Court of Appeals of Mississippi.

April 17, 2007.
Rehearing Denied January 15, 2008.

Michael Bridges, Appellant, pro se.

Office of the Attorney General by W. Daniel Hinchcliff, attorney for appellee.

Before MYERS, P.J., IRVING and BARNES, JJ.

IRVING, J., for the Court.

¶ 1. Michael Bridges appeals a judgment of the Lowndes County Circuit Court dismissing his motion for post-conviction relief (PCR). He asserts (1) that his guilty plea was involuntarily entered, (2) that he *247 received ineffective assistance of counsel, and (3) that the circuit court erred in refusing to grant his, motion for an evidentiary hearing.

¶ 2. Finding no error, we affirm.

FACTS

¶ 3. Bridges was indicted by a Lowndes County grand jury for possession of at least two precursor chemicals with intent to manufacture methamphetamine. On June 29, 2004, pursuant to a plea agreement, Bridges pleaded guilty to possession of methamphetamine precursors as a prior drug offender. The State agreed not to pursue sentencing as a habitual offender. However, the agreement provided that Bridges would be sentenced as a second and subsequent drug offender. The court sentenced him to thirty-four years in the custody of the Mississippi Department of Corrections.

¶ 4. On June 20, 2005, Bridges filed a PCR motion which was summarily dismissed by the trial court. Bridges then filed a motion for rehearing, to which he attached affidavits from his mother and father, alleging that Bridges' attorney assured Bridges that he would receive a sentence between eight and twelve years. This motion was likewise denied.

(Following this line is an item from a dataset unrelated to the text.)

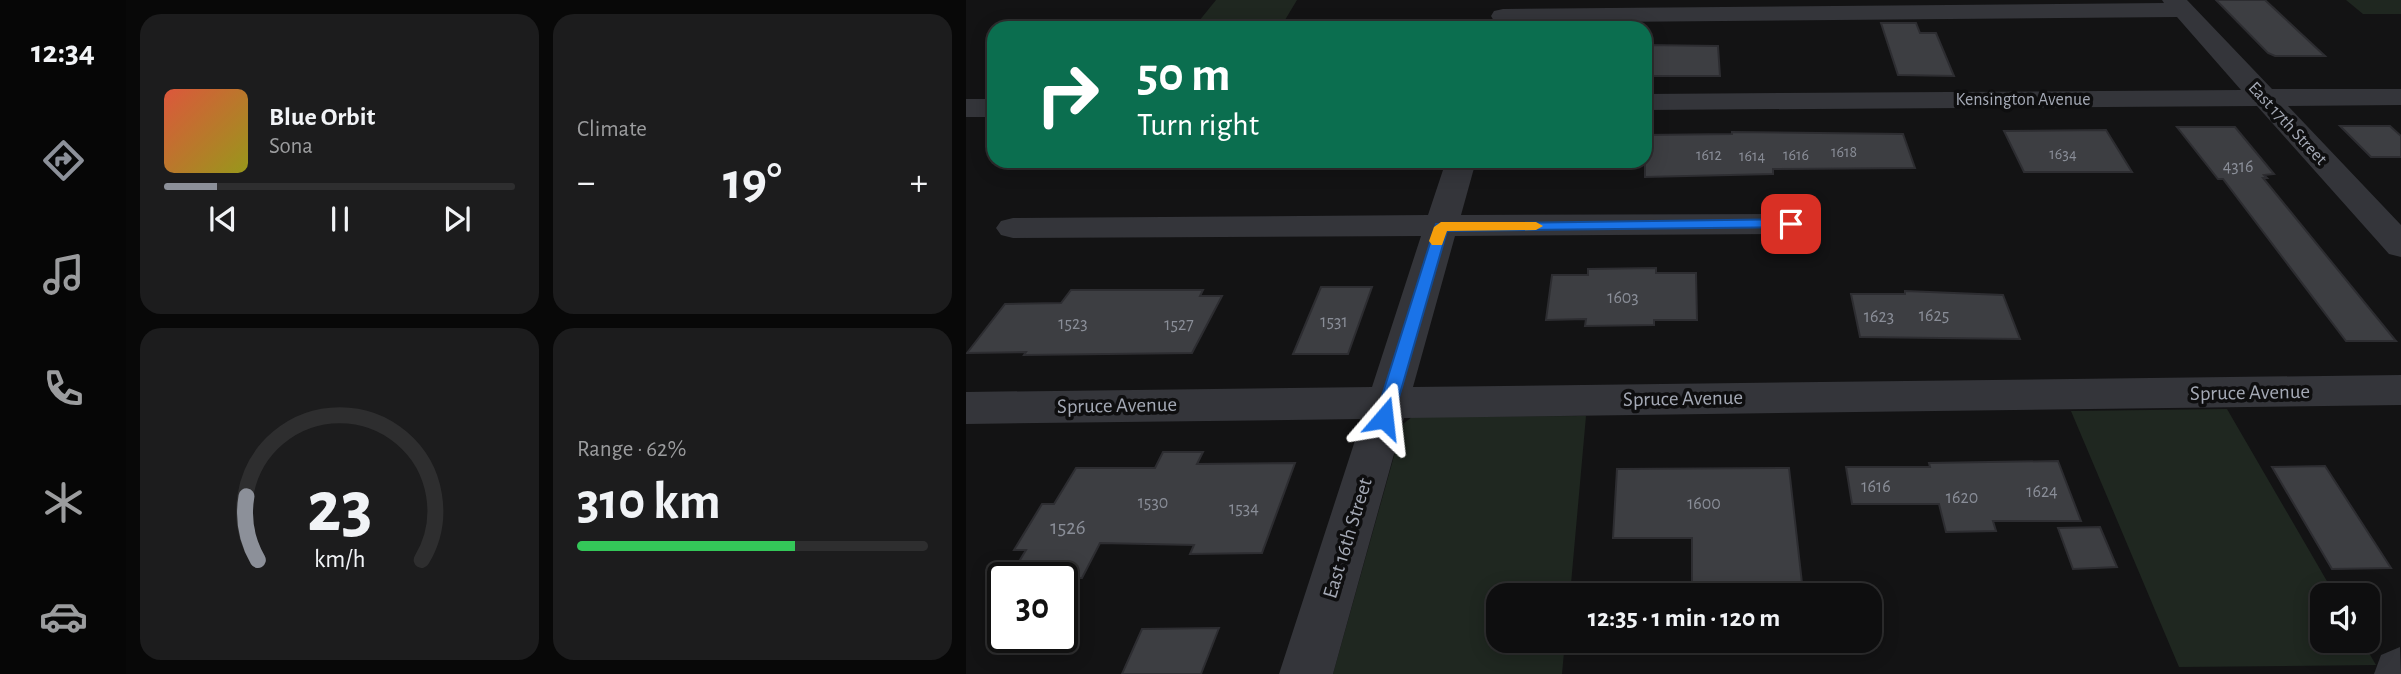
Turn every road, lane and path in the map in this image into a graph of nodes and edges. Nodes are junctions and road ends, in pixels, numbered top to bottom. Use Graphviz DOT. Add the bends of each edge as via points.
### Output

ANALYSIS AND DISCUSSION OF THE ISSUES

1. Involuntary Guilty Plea

¶ 5. "A guilty plea will only be binding upon a criminal defendant if it is voluntary and intelligently entered." Drennan v. State, 695 So.2d 581, 584 (Miss.1997) (quoting Alexander v. State, 605 So.2d 1170, 1172 (Miss.1992)). In order to be voluntarily and intelligently entered, a defendant must be advised about the nature of the crime charged against him and the consequences of the guilty plea." Id.

¶ 6. Bridges contends that his guilty plea was entered involuntarily for several reasons: (1) he pleaded guilty upon advice from his attorney that he would receive a sentence of eight to twelve years, (2) the trial court never ruled on his motion for re-sentencing,[1] (3) the trial court failed to adequately advise him of the true nature and critical elements of the charges against him, (4) the trial court did not read the indictment into the record, (5) his thirty-four year sentence is disproportionate to the crime, (6) he was not permitted to call witnesses for rebuttal or impeachment purposes at his suppression hearing, and (7) he was not granted his right to a speedy trial.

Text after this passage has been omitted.